• _Exercise brief_
Print the data exactly. Pictures stay out.

• _Given entries_
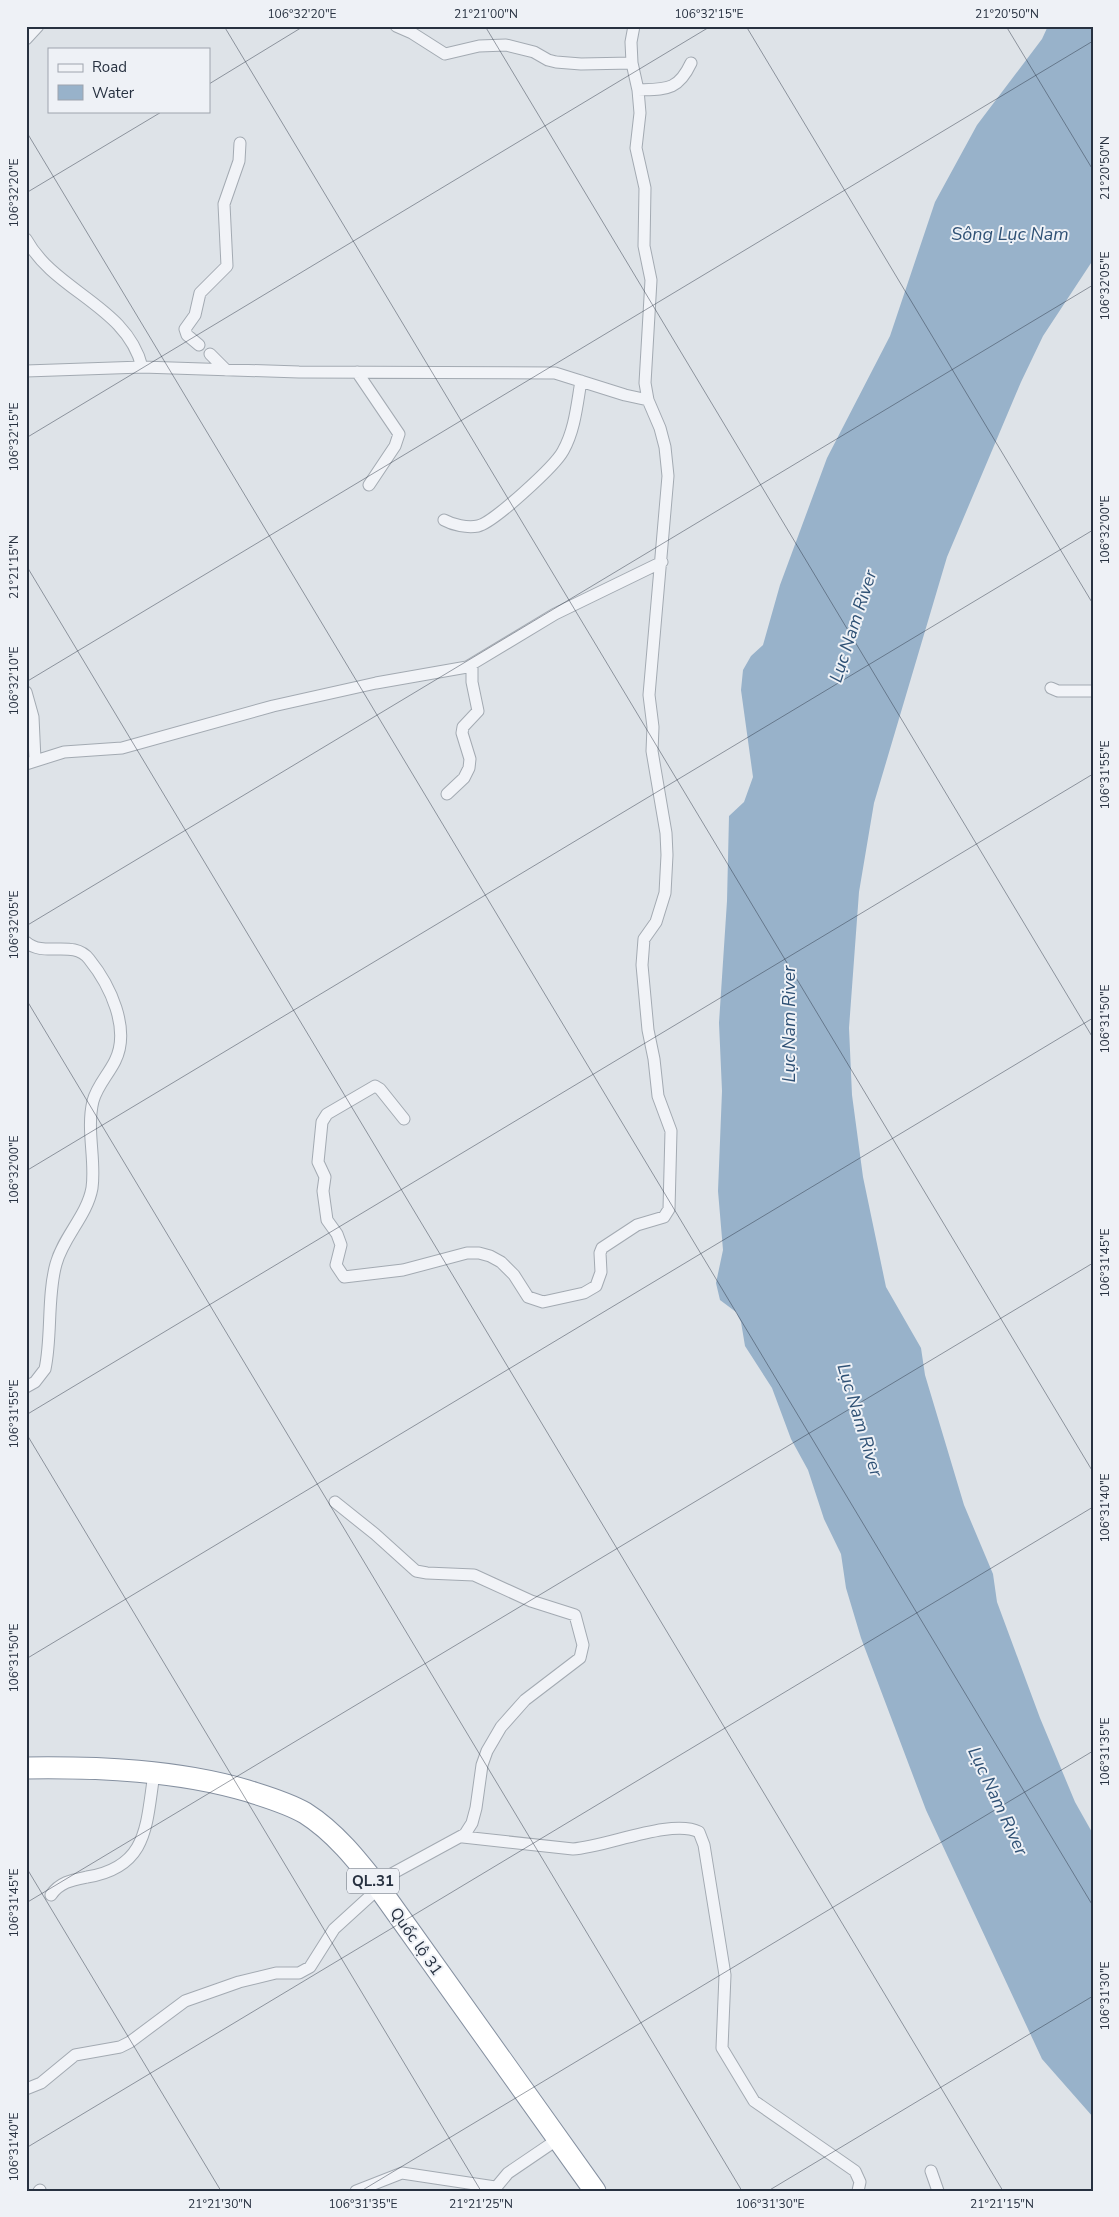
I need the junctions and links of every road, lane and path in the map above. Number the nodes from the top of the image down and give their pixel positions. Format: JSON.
{"nodes":[{"id":1,"x":38,"y":26,"type":"edge"},
{"id":2,"x":396,"y":26,"type":"edge"},
{"id":3,"x":634,"y":26,"type":"edge"},
{"id":4,"x":26,"y":39,"type":"edge"},
{"id":5,"x":632,"y":63,"type":"junction"},
{"id":6,"x":691,"y":63,"type":"dead end"},
{"id":7,"x":638,"y":90,"type":"junction"},
{"id":8,"x":240,"y":143,"type":"dead end"},
{"id":9,"x":26,"y":240,"type":"edge"},
{"id":10,"x":199,"y":345,"type":"dead end"},
{"id":11,"x":210,"y":354,"type":"dead end"},
{"id":12,"x":142,"y":367,"type":"junction"},
{"id":13,"x":226,"y":370,"type":"junction"},
{"id":14,"x":26,"y":371,"type":"edge"},
{"id":15,"x":357,"y":372,"type":"junction"},
{"id":16,"x":581,"y":381,"type":"junction"},
{"id":17,"x":648,"y":400,"type":"junction"},
{"id":18,"x":369,"y":485,"type":"dead end"},
{"id":19,"x":444,"y":520,"type":"dead end"},
{"id":20,"x":662,"y":562,"type":"junction"},
{"id":21,"x":472,"y":664,"type":"junction"},
{"id":22,"x":1051,"y":688,"type":"dead end"},
{"id":23,"x":1093,"y":691,"type":"edge"},
{"id":24,"x":26,"y":692,"type":"edge"},
{"id":25,"x":31,"y":762,"type":"edge"},
{"id":26,"x":447,"y":794,"type":"dead end"},
{"id":27,"x":26,"y":942,"type":"edge"},
{"id":28,"x":404,"y":1119,"type":"dead end"},
{"id":29,"x":26,"y":1387,"type":"edge"},
{"id":30,"x":335,"y":1502,"type":"dead end"},
{"id":31,"x":26,"y":1768,"type":"edge"},
{"id":32,"x":154,"y":1774,"type":"junction"},
{"id":33,"x":463,"y":1837,"type":"junction"},
{"id":34,"x":377,"y":1885,"type":"junction"},
{"id":35,"x":51,"y":1895,"type":"dead end"},
{"id":36,"x":26,"y":2089,"type":"edge"},
{"id":37,"x":558,"y":2139,"type":"junction"},
{"id":38,"x":931,"y":2170,"type":"dead end"},
{"id":39,"x":494,"y":2189,"type":"edge"},
{"id":40,"x":352,"y":2190,"type":"edge"},
{"id":41,"x":595,"y":2191,"type":"edge"},
{"id":42,"x":858,"y":2191,"type":"edge"},
{"id":43,"x":938,"y":2191,"type":"edge"}],
"edges":[{"from":1,"to":4,"type":"street"},
{"from":2,"to":5,"type":"street"},
{"from":3,"to":5,"type":"street"},
{"from":5,"to":7,"type":"street"},
{"from":6,"to":7,"type":"street"},
{"from":7,"to":17,"type":"street"},
{"from":8,"to":10,"type":"street"},
{"from":9,"to":12,"type":"street"},
{"from":11,"to":13,"type":"street"},
{"from":12,"to":13,"type":"street"},
{"from":12,"to":14,"type":"street"},
{"from":13,"to":15,"type":"street"},
{"from":15,"to":16,"type":"street"},
{"from":15,"to":18,"type":"street"},
{"from":16,"to":17,"type":"street"},
{"from":16,"to":19,"type":"street"},
{"from":17,"to":20,"type":"street"},
{"from":20,"to":21,"type":"street"},
{"from":20,"to":28,"type":"street"},
{"from":21,"to":25,"type":"street"},
{"from":21,"to":26,"type":"street"},
{"from":22,"to":23,"type":"street"},
{"from":24,"to":25,"type":"street"},
{"from":27,"to":29,"type":"street"},
{"from":30,"to":33,"type":"street"},
{"from":31,"to":32,"type":"highway","name":"Quốc lộ 31","number":"QL.31"},
{"from":32,"to":34,"type":"highway","name":"Quốc lộ 31","number":"QL.31"},
{"from":32,"to":35,"type":"street"},
{"from":33,"to":34,"type":"street"},
{"from":33,"to":42,"type":"street"},
{"from":34,"to":36,"type":"street"},
{"from":34,"to":37,"type":"highway","name":"Quốc lộ 31","number":"QL.31"},
{"from":37,"to":39,"type":"street"},
{"from":37,"to":41,"type":"highway","name":"Quốc lộ 31","number":"QL.31"},
{"from":38,"to":43,"type":"street"},
{"from":39,"to":40,"type":"street"}]}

• _Written solution_
I need the junctions and links of every road, lane and path in the map above. Number the nodes from the top of the image down and give their pixel positions. Format: JSON.
{"nodes":[{"id":1,"x":38,"y":26,"type":"edge"},
{"id":2,"x":396,"y":26,"type":"edge"},
{"id":3,"x":634,"y":26,"type":"edge"},
{"id":4,"x":26,"y":39,"type":"edge"},
{"id":5,"x":632,"y":63,"type":"junction"},
{"id":6,"x":691,"y":63,"type":"dead end"},
{"id":7,"x":638,"y":90,"type":"junction"},
{"id":8,"x":240,"y":143,"type":"dead end"},
{"id":9,"x":26,"y":240,"type":"edge"},
{"id":10,"x":199,"y":345,"type":"dead end"},
{"id":11,"x":210,"y":354,"type":"dead end"},
{"id":12,"x":142,"y":367,"type":"junction"},
{"id":13,"x":226,"y":370,"type":"junction"},
{"id":14,"x":26,"y":371,"type":"edge"},
{"id":15,"x":357,"y":372,"type":"junction"},
{"id":16,"x":581,"y":381,"type":"junction"},
{"id":17,"x":648,"y":400,"type":"junction"},
{"id":18,"x":369,"y":485,"type":"dead end"},
{"id":19,"x":444,"y":520,"type":"dead end"},
{"id":20,"x":662,"y":562,"type":"junction"},
{"id":21,"x":472,"y":664,"type":"junction"},
{"id":22,"x":1051,"y":688,"type":"dead end"},
{"id":23,"x":1093,"y":691,"type":"edge"},
{"id":24,"x":26,"y":692,"type":"edge"},
{"id":25,"x":31,"y":762,"type":"edge"},
{"id":26,"x":447,"y":794,"type":"dead end"},
{"id":27,"x":26,"y":942,"type":"edge"},
{"id":28,"x":404,"y":1119,"type":"dead end"},
{"id":29,"x":26,"y":1387,"type":"edge"},
{"id":30,"x":335,"y":1502,"type":"dead end"},
{"id":31,"x":26,"y":1768,"type":"edge"},
{"id":32,"x":154,"y":1774,"type":"junction"},
{"id":33,"x":463,"y":1837,"type":"junction"},
{"id":34,"x":377,"y":1885,"type":"junction"},
{"id":35,"x":51,"y":1895,"type":"dead end"},
{"id":36,"x":26,"y":2089,"type":"edge"},
{"id":37,"x":558,"y":2139,"type":"junction"},
{"id":38,"x":931,"y":2170,"type":"dead end"},
{"id":39,"x":494,"y":2189,"type":"edge"},
{"id":40,"x":352,"y":2190,"type":"edge"},
{"id":41,"x":595,"y":2191,"type":"edge"},
{"id":42,"x":858,"y":2191,"type":"edge"},
{"id":43,"x":938,"y":2191,"type":"edge"}],
"edges":[{"from":1,"to":4,"type":"street"},
{"from":2,"to":5,"type":"street"},
{"from":3,"to":5,"type":"street"},
{"from":5,"to":7,"type":"street"},
{"from":6,"to":7,"type":"street"},
{"from":7,"to":17,"type":"street"},
{"from":8,"to":10,"type":"street"},
{"from":9,"to":12,"type":"street"},
{"from":11,"to":13,"type":"street"},
{"from":12,"to":13,"type":"street"},
{"from":12,"to":14,"type":"street"},
{"from":13,"to":15,"type":"street"},
{"from":15,"to":16,"type":"street"},
{"from":15,"to":18,"type":"street"},
{"from":16,"to":17,"type":"street"},
{"from":16,"to":19,"type":"street"},
{"from":17,"to":20,"type":"street"},
{"from":20,"to":21,"type":"street"},
{"from":20,"to":28,"type":"street"},
{"from":21,"to":25,"type":"street"},
{"from":21,"to":26,"type":"street"},
{"from":22,"to":23,"type":"street"},
{"from":24,"to":25,"type":"street"},
{"from":27,"to":29,"type":"street"},
{"from":30,"to":33,"type":"street"},
{"from":31,"to":32,"type":"highway","name":"Quốc lộ 31","number":"QL.31"},
{"from":32,"to":34,"type":"highway","name":"Quốc lộ 31","number":"QL.31"},
{"from":32,"to":35,"type":"street"},
{"from":33,"to":34,"type":"street"},
{"from":33,"to":42,"type":"street"},
{"from":34,"to":36,"type":"street"},
{"from":34,"to":37,"type":"highway","name":"Quốc lộ 31","number":"QL.31"},
{"from":37,"to":39,"type":"street"},
{"from":37,"to":41,"type":"highway","name":"Quốc lộ 31","number":"QL.31"},
{"from":38,"to":43,"type":"street"},
{"from":39,"to":40,"type":"street"}]}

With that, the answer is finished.